足の血管が浮き出る、ボコボコしている、むくみがひどい...。それらの症状は「下肢静脈瘤」が原因かもしれません。放置しておくと重症化する場合もある「下肢静脈瘤」ですが、軽症のうちはセルフケアで何とかなります! そこで今回は"血管の名医"である広川雅之先生の著書『血管の名医が教える 下肢静脈瘤の治し方』をご紹介。自分の症状はセルフケアで治るの? 放っておくとどうなるの? 別の病気の可能性は? 「下肢静脈瘤」に関する疑問を名医が徹底解説します。
※本記事は広川雅之著の書籍『血管の名医が教える 下肢静脈瘤の治し方』から一部抜粋・編集しました。
下肢静脈瘤は、いくつかの症状が同時に起こることもある
下肢静脈瘤には、さまざまな自覚症状があらわれます。
おもな症状は次の6つです。
◎足のむくみ
足のすねの骨の上を5~10秒指で強く押して、指をはなしてもへこんだままの状態がむくみです。
下肢静脈瘤のむくみは午後から夜にかけて起こります。
帰宅時にブーツがきつくなる、靴下を脱ぐと跡がくっきりついているなどは、むくみの症状です。

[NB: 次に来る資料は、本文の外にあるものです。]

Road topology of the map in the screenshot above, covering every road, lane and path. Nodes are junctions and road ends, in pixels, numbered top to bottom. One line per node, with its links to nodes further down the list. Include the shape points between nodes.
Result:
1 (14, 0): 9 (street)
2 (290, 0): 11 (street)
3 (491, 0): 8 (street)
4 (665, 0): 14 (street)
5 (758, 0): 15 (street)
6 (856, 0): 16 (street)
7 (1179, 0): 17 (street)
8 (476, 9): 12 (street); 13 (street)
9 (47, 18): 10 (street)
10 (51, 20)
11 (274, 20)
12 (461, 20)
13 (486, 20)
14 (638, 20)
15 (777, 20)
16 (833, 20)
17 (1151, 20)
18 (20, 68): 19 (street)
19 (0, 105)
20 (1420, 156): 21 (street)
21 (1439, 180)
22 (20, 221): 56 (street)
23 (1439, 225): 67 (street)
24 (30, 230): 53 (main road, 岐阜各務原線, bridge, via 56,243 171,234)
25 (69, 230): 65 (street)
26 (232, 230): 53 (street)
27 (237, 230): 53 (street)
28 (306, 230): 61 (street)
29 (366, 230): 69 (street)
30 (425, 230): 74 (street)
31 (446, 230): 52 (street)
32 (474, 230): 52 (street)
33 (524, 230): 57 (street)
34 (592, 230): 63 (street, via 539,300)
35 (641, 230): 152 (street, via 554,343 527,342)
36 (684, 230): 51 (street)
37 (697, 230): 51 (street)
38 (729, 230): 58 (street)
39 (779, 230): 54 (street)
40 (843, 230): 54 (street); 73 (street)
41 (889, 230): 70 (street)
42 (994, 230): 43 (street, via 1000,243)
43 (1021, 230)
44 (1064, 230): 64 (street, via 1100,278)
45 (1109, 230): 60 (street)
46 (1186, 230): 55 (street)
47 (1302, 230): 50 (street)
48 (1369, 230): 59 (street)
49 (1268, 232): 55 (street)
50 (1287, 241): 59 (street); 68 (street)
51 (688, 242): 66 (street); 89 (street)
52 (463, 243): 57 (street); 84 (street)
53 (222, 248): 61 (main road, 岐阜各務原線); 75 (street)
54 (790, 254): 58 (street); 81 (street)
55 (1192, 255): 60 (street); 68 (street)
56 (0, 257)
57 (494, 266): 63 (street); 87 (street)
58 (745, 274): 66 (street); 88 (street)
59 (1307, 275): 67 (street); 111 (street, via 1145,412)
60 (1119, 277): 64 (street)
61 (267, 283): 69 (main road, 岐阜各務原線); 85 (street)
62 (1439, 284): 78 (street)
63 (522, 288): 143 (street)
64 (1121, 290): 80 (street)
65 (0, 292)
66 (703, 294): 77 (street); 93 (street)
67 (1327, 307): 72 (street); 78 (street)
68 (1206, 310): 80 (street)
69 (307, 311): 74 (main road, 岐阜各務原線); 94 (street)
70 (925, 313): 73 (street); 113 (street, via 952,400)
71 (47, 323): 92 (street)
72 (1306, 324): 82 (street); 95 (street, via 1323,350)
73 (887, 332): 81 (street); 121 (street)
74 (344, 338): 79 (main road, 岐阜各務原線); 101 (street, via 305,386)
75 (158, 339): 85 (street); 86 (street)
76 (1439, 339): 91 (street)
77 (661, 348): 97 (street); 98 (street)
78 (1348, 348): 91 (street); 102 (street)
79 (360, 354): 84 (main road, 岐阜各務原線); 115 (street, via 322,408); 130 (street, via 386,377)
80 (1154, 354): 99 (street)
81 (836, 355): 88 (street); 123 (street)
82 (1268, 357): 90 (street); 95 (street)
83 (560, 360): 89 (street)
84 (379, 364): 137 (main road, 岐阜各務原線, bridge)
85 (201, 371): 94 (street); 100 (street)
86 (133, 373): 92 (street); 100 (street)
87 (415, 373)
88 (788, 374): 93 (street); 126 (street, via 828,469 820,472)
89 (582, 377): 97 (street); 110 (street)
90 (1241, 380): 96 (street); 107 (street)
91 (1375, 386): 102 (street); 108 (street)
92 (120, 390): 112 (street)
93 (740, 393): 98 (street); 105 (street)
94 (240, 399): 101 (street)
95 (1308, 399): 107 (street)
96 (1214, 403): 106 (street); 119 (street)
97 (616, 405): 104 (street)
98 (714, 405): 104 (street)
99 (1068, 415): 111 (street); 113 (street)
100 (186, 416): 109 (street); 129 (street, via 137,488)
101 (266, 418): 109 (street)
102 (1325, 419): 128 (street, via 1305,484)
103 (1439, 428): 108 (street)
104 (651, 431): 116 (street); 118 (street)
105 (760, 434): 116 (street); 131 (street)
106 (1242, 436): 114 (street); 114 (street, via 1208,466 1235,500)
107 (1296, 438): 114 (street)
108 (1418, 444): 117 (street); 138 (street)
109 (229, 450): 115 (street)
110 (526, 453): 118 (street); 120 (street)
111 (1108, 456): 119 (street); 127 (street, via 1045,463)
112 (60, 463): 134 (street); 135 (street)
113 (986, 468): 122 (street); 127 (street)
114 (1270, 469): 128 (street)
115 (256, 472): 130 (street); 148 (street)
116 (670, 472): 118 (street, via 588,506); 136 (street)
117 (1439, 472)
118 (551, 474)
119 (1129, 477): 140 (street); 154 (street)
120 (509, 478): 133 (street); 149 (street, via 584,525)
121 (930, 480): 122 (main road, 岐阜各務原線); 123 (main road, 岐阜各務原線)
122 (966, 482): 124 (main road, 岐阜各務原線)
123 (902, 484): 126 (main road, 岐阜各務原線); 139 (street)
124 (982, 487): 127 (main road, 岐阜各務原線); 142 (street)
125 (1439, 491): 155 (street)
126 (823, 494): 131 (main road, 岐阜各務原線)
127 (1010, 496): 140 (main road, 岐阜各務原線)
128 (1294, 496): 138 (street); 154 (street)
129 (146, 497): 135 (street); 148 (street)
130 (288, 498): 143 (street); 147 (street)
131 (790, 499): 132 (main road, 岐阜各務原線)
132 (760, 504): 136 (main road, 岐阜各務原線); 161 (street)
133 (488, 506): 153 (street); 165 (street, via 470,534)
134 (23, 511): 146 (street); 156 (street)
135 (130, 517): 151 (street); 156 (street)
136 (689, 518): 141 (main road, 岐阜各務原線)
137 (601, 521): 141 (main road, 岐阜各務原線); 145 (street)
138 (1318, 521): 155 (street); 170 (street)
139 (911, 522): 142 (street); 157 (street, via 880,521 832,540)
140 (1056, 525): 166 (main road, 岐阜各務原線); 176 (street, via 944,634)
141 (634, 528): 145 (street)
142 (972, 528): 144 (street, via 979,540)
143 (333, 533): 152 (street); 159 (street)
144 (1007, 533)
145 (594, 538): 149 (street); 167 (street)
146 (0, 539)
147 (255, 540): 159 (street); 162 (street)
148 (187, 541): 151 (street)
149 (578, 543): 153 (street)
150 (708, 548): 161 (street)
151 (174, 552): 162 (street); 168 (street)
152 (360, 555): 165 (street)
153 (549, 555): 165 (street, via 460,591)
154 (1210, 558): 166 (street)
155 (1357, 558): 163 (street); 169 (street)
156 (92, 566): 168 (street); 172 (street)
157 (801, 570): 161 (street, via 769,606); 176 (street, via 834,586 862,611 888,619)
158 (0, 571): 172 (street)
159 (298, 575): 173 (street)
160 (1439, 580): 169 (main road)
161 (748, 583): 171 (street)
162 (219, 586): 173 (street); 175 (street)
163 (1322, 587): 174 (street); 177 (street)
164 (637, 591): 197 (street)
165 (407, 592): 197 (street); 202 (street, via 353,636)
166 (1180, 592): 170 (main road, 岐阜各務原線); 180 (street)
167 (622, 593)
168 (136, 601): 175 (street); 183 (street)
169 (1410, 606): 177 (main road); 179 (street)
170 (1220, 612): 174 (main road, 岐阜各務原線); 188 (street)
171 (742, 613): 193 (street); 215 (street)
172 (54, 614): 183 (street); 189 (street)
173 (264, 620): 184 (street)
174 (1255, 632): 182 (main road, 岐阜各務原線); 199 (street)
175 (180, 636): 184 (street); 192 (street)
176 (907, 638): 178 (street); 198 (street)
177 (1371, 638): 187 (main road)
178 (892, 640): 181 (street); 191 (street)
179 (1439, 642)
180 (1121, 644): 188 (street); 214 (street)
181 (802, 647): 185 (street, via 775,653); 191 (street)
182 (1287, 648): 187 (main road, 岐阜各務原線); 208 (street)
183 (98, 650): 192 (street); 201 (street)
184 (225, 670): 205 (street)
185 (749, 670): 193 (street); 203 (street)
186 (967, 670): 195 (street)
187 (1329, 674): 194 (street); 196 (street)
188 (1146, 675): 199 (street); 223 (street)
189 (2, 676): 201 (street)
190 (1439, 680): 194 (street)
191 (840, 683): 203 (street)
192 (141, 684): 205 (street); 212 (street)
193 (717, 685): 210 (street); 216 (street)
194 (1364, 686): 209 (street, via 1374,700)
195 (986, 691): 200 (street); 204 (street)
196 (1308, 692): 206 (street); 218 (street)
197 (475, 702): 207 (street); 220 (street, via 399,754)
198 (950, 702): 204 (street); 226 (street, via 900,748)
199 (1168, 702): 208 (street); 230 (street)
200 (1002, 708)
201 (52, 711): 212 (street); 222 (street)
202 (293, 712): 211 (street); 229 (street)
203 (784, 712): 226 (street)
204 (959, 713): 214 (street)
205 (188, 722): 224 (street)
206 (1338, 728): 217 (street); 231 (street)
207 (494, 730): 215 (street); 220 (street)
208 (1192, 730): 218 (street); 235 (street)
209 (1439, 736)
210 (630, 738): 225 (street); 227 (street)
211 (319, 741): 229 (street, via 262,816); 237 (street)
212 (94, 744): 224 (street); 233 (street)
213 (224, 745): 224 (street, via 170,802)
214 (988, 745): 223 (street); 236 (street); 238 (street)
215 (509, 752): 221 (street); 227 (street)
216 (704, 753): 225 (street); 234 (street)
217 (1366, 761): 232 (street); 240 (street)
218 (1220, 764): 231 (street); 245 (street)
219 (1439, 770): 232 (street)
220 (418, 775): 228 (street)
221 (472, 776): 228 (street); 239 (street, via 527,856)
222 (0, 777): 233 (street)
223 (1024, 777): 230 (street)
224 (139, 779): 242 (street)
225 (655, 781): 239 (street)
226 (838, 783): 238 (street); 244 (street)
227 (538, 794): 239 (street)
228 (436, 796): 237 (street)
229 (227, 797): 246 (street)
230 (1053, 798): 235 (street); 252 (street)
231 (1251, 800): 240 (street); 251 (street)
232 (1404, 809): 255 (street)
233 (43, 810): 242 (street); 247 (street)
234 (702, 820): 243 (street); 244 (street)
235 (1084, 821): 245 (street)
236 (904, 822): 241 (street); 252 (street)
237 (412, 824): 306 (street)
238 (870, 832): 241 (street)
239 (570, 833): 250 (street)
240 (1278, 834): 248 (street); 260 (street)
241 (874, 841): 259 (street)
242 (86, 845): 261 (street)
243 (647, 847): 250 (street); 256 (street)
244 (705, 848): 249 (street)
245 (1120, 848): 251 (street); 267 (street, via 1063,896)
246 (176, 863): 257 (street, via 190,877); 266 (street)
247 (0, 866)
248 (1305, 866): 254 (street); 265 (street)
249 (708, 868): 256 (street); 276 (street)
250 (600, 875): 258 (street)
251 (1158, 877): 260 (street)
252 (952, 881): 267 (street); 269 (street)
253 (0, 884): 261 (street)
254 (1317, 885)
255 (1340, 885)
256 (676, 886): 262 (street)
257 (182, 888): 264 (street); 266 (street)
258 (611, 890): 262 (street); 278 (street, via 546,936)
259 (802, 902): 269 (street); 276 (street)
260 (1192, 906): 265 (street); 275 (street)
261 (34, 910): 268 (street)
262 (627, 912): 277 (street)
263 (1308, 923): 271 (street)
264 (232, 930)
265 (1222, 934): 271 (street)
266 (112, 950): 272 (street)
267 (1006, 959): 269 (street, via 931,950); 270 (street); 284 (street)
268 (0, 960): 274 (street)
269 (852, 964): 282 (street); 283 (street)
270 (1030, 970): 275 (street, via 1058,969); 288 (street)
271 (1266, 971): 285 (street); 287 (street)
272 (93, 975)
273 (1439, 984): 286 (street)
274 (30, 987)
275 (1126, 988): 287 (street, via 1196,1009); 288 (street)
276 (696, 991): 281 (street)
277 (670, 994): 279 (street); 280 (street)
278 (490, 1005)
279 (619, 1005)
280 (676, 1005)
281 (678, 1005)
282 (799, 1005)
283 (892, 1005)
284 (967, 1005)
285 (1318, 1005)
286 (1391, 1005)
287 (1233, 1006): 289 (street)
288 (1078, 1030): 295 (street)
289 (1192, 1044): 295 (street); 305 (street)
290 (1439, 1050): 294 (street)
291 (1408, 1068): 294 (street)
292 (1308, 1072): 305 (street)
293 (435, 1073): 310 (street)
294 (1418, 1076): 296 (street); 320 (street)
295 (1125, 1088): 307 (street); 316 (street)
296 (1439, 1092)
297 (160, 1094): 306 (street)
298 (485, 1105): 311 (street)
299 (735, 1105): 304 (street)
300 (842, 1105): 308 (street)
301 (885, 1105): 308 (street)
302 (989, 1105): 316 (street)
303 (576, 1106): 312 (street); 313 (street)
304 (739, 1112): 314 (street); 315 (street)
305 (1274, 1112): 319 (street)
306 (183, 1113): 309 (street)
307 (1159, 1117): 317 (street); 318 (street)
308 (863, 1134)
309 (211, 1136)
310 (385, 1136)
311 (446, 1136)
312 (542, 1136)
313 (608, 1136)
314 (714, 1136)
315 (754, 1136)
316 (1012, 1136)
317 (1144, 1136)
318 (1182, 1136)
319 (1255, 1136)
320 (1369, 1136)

下肢静脈瘤のむくみの特徴は、むくみ方に左右差があること。
両足が同じようにむくんでいる場合は、下肢静脈瘤によるむくみではない可能性が高いです。
むくみの症状で受診される方も多いのですが、下肢静脈瘤によるむくみは意外に少ないのです。
下肢静脈瘤以外の病気によって起こるむくみもあります。
貧血や甲状腺疾患、心不全などが考えられますが、これらの病気でむくみが出る場合は、足だけでなく手や顔がむくんだり、息切れや動悸などの他の症状をともなうことがあります。
こうした症状がある場合は、早めに医療機関を受診してください。
◎足が重だるい・疲れる
ふくらはぎが疲れてだるい感じになります。
むくみと同じように午後から夜にかけて起こります。
下肢静脈瘤による重だるさは、両足同時に起こることはあまりありません。
また、長時間立っていたり座っていたりするときに起こるのも特徴です。
歩いているときに重だるくなるのは、下肢静脈瘤が原因ではありません。
◎足のつり
突然の強い痛みとともに、足の筋肉が硬くなる症状です。
筋肉のけいれんによって起こり、こむら返りともいいます。
ふくらはぎ(「こむら」はふくらはぎのこと)がもっともつりやすく、足の指や太ももがつることもあります。
明け方の寝ているときに起こることが多いのも特徴です。
実は、足がつるのは下肢静脈瘤がまだ軽症のとき。
進行すると足のつりは起こらなくなります。
◎足の痛み
下肢静脈瘤によって感じる痛みは、ピリピリする、チクチクするなどそれほど強い痛みではなく、長時間痛み続けることもありません。
ごくまれに、以前からあった下肢静脈瘤が急に腫れて赤くなり、強く痛みだすことがあります。
これは静脈瘤の中に血液の塊である血栓ができ、炎症が起こる「血栓性静脈炎」です。
治療をしなくても5~10日で自然に炎症はおさまり、痛みもなくなりますが、しこりが半年ほど残ります。
この血栓は肺にとんだりはしません。
◎足のかゆみ
足に血液が滞って皮膚表面の新陳代謝が悪くなり、皮膚炎が起こることがあります。
ザラザラした湿疹ができて、かゆくなったり、茶色く変色したりすることもあります。
◎足のほてり
足の血液が滞ると、足がほてったように感じることがあります。
老廃物を多く含んでいる血液が滞ることで熱感が生じるからです。
これらの症状は単独であらわれることもありますし、いくつかの症状が同時に出ることもあります。
また、「前はむくんでいたけど、最近は足がかゆい」というように、異なる症状が時間差であらわれることもあります。